** EXERCISE INPUT follows **

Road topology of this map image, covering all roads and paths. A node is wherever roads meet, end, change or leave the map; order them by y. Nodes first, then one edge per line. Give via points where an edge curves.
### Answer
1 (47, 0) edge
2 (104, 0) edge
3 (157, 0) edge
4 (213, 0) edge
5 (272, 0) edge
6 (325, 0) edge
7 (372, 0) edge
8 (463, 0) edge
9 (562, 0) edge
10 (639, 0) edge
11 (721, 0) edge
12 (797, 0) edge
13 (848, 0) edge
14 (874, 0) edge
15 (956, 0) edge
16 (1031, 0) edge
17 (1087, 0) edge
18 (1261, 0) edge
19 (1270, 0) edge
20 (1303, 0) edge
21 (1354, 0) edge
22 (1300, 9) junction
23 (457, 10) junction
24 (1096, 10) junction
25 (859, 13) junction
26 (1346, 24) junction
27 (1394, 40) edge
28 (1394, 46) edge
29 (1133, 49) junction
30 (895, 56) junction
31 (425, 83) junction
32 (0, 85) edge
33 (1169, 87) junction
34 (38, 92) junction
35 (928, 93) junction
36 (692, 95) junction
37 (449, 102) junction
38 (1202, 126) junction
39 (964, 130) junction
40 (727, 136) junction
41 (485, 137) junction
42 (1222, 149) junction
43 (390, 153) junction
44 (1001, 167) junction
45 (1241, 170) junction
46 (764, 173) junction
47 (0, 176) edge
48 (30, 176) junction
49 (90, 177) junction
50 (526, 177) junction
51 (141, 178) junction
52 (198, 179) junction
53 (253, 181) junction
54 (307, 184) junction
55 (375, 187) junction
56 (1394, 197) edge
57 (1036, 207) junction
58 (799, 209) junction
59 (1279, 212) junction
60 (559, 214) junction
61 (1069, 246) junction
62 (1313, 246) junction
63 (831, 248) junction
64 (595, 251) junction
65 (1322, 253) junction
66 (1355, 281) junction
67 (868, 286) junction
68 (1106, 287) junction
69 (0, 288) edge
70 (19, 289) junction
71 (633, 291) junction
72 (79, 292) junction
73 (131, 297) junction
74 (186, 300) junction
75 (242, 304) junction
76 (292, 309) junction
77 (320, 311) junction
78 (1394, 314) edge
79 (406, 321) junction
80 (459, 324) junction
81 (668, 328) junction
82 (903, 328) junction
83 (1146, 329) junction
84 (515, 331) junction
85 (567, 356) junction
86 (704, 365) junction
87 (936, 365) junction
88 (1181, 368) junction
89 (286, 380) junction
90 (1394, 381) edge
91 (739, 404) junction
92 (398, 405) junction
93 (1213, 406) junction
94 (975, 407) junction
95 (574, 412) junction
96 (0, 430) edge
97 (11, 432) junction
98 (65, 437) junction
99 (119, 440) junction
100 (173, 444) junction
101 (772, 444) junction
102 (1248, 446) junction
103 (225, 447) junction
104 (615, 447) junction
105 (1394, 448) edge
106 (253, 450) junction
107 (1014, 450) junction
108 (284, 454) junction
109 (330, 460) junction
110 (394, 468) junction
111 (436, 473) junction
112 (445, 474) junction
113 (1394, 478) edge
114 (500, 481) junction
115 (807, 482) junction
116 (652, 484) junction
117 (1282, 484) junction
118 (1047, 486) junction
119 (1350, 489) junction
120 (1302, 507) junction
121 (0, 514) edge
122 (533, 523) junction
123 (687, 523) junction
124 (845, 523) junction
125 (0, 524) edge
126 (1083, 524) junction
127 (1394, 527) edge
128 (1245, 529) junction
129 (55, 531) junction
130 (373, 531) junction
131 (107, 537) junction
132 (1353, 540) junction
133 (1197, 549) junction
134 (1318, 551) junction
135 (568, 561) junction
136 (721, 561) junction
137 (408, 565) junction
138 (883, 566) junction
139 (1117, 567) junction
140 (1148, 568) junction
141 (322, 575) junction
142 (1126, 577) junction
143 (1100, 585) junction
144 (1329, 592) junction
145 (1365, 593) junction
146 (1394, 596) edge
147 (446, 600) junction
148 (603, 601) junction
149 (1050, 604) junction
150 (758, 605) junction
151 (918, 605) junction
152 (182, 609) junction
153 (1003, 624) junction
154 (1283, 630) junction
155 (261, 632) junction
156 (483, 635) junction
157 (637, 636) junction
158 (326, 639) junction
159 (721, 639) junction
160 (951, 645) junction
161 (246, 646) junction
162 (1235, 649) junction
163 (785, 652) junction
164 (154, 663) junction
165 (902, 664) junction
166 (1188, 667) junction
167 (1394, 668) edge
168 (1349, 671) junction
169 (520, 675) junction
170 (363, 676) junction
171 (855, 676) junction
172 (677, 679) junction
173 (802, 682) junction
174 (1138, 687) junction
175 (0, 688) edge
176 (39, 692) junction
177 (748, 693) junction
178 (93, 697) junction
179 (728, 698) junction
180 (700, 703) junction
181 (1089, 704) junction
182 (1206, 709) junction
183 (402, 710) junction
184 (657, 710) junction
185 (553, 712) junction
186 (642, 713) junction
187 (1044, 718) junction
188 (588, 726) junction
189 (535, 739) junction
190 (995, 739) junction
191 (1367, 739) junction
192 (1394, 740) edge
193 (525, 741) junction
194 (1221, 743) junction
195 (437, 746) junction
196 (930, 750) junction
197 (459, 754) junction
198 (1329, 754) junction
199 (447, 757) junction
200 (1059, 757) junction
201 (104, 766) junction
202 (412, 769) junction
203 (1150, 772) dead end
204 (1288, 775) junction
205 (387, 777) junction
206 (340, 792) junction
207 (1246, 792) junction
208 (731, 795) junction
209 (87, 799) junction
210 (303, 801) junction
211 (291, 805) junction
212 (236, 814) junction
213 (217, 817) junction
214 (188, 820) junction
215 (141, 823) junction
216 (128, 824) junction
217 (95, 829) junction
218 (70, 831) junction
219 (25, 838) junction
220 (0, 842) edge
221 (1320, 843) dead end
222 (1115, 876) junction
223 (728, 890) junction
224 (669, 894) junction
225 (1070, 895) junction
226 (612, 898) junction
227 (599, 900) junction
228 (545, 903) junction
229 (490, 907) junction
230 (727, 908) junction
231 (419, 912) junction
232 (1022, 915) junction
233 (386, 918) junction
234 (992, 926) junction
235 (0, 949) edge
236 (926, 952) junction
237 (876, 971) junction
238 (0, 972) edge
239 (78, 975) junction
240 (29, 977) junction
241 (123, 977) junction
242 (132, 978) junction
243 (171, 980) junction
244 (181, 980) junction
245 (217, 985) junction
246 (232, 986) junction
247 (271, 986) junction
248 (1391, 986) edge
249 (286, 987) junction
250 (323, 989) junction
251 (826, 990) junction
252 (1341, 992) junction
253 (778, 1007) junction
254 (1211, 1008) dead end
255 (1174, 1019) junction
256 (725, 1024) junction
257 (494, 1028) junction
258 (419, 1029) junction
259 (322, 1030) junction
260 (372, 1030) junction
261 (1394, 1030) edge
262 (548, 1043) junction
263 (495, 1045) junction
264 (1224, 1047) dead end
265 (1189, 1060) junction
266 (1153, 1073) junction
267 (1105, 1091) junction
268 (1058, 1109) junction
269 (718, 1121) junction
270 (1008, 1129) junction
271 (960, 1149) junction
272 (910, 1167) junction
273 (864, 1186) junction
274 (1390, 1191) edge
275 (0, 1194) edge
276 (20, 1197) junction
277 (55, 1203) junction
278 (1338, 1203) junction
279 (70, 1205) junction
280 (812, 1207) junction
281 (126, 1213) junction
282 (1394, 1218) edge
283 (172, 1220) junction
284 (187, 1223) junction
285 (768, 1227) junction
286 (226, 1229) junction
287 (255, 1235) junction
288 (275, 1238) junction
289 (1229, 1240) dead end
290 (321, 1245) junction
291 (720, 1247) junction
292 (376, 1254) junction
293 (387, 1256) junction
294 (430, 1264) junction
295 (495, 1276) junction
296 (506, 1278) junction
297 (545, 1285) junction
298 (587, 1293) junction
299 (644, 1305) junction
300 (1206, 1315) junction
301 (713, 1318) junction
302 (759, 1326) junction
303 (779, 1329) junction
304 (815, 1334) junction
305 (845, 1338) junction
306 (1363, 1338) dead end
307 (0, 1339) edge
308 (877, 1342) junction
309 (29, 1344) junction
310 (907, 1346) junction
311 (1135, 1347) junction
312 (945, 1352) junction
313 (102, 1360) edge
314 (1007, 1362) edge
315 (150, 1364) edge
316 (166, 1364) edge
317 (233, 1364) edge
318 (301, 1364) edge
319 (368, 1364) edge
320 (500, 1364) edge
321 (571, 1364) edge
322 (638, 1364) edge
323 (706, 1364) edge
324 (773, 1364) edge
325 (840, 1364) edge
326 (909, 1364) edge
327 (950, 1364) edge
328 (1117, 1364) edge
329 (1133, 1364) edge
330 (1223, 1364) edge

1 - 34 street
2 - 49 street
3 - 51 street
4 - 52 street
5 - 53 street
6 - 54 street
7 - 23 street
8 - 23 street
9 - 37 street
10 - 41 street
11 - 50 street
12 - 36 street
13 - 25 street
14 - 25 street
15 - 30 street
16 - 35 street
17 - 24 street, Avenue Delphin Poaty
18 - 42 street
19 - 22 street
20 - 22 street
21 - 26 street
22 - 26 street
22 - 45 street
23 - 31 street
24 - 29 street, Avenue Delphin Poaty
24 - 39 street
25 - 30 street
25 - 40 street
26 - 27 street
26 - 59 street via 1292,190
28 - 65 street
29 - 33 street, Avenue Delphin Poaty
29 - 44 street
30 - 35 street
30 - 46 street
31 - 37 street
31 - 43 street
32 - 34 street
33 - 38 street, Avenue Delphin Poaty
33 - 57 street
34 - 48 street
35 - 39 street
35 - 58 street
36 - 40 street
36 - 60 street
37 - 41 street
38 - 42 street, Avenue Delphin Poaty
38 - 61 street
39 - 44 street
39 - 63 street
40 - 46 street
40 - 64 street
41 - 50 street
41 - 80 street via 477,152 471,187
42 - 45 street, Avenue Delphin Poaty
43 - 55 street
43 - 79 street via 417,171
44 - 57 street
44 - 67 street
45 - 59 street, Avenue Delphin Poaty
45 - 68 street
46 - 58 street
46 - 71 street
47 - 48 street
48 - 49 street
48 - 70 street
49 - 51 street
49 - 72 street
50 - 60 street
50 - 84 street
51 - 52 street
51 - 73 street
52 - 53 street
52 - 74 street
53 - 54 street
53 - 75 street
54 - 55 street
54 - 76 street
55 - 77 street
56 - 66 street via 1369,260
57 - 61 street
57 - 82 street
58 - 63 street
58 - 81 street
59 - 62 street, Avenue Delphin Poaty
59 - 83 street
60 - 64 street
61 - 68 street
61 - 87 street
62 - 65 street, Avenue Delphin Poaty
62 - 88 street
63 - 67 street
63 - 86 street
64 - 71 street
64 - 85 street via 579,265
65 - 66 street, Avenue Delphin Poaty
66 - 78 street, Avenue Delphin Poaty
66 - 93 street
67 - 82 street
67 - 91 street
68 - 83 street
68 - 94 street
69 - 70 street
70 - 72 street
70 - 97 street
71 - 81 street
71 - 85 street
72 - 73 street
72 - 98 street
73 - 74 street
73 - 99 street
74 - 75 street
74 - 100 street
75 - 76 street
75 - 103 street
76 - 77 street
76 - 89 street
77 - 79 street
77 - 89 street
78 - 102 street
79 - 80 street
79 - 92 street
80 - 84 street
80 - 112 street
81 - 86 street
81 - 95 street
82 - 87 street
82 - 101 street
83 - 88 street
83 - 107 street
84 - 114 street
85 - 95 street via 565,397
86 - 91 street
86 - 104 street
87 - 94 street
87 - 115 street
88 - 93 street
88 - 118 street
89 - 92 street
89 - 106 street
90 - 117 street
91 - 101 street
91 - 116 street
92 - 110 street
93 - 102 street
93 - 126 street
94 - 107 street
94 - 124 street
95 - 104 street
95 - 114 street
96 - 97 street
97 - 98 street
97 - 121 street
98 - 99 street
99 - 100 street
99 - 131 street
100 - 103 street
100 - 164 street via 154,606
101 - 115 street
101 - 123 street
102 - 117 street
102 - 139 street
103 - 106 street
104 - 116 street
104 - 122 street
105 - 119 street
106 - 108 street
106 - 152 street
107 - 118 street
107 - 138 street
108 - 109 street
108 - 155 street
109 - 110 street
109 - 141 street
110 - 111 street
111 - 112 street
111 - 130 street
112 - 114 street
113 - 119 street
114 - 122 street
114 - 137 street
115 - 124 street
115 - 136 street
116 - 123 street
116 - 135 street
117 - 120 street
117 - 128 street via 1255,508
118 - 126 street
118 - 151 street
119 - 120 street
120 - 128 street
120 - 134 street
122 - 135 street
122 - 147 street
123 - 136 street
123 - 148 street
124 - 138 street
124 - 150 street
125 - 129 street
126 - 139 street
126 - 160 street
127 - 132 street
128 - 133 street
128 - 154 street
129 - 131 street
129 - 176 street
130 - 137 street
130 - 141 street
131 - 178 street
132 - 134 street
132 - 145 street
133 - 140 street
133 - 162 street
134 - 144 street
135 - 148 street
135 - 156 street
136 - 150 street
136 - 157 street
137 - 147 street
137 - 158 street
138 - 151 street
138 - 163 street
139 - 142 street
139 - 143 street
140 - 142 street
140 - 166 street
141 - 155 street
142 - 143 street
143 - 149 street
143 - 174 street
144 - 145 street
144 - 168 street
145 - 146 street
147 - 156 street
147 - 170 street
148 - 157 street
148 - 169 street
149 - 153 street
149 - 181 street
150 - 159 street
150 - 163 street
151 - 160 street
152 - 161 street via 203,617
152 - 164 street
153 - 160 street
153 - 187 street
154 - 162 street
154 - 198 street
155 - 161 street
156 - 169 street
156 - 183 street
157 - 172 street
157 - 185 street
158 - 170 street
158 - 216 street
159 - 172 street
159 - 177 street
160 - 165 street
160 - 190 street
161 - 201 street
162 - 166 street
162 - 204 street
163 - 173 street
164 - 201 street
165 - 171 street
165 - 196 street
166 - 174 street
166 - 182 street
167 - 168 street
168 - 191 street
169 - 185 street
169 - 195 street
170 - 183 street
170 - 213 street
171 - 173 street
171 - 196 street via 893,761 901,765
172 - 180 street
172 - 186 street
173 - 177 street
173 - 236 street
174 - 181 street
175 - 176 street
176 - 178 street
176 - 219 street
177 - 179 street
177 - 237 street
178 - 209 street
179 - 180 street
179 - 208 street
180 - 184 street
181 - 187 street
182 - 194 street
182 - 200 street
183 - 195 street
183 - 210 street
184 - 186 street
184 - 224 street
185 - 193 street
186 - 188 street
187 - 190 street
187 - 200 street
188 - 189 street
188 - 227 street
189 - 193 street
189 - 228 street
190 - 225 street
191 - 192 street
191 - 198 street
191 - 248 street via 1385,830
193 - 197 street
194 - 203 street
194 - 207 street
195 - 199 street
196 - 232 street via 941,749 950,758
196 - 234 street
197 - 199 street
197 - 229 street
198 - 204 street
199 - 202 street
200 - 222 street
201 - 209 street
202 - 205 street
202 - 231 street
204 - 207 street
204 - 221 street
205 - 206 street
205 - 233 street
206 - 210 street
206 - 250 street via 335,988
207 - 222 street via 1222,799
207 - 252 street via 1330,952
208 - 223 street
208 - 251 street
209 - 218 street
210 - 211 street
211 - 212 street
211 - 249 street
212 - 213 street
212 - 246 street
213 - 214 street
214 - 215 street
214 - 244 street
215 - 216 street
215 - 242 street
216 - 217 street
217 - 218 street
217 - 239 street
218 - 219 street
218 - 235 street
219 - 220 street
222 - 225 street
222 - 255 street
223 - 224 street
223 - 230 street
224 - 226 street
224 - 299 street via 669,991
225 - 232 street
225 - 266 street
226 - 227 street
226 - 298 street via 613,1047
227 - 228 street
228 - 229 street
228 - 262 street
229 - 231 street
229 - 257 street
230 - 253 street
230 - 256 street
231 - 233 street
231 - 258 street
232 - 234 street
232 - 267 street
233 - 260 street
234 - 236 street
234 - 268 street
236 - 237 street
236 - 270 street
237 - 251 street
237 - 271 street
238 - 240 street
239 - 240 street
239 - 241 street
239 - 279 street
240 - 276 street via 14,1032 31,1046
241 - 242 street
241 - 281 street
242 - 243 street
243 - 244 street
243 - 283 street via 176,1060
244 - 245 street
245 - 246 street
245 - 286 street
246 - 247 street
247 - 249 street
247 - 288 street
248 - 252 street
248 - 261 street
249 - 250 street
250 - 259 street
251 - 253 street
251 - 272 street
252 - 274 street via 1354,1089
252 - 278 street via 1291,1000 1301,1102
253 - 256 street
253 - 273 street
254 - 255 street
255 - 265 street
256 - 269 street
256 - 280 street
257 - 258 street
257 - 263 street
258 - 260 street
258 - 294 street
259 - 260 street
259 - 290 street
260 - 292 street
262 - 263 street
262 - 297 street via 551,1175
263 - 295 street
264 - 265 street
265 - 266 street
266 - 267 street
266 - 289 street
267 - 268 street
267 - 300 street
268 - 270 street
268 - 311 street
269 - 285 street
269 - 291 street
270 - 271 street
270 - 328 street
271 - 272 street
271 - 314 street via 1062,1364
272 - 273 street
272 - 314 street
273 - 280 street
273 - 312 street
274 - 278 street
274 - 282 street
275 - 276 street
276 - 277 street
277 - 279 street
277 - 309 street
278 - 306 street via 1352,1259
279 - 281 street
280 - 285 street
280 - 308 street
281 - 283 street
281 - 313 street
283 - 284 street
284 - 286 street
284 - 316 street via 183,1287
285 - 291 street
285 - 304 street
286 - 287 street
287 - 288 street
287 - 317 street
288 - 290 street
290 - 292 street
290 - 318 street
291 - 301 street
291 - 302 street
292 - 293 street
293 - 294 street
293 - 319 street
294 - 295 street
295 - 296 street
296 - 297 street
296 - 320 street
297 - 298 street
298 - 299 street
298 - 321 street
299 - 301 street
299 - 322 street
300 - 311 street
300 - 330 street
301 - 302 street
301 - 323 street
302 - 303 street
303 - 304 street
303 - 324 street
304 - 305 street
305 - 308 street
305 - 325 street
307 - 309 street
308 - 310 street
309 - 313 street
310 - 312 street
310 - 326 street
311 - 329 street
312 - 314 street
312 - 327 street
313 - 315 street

** End of EXERCISE INPUT **

* [INSTRUCTIONS TO FOLLOW] Read through the entries and copy every line that includes "dead".

* [ANSWER BOX]
203 (1150, 772) dead end
221 (1320, 843) dead end
254 (1211, 1008) dead end
264 (1224, 1047) dead end
289 (1229, 1240) dead end
306 (1363, 1338) dead end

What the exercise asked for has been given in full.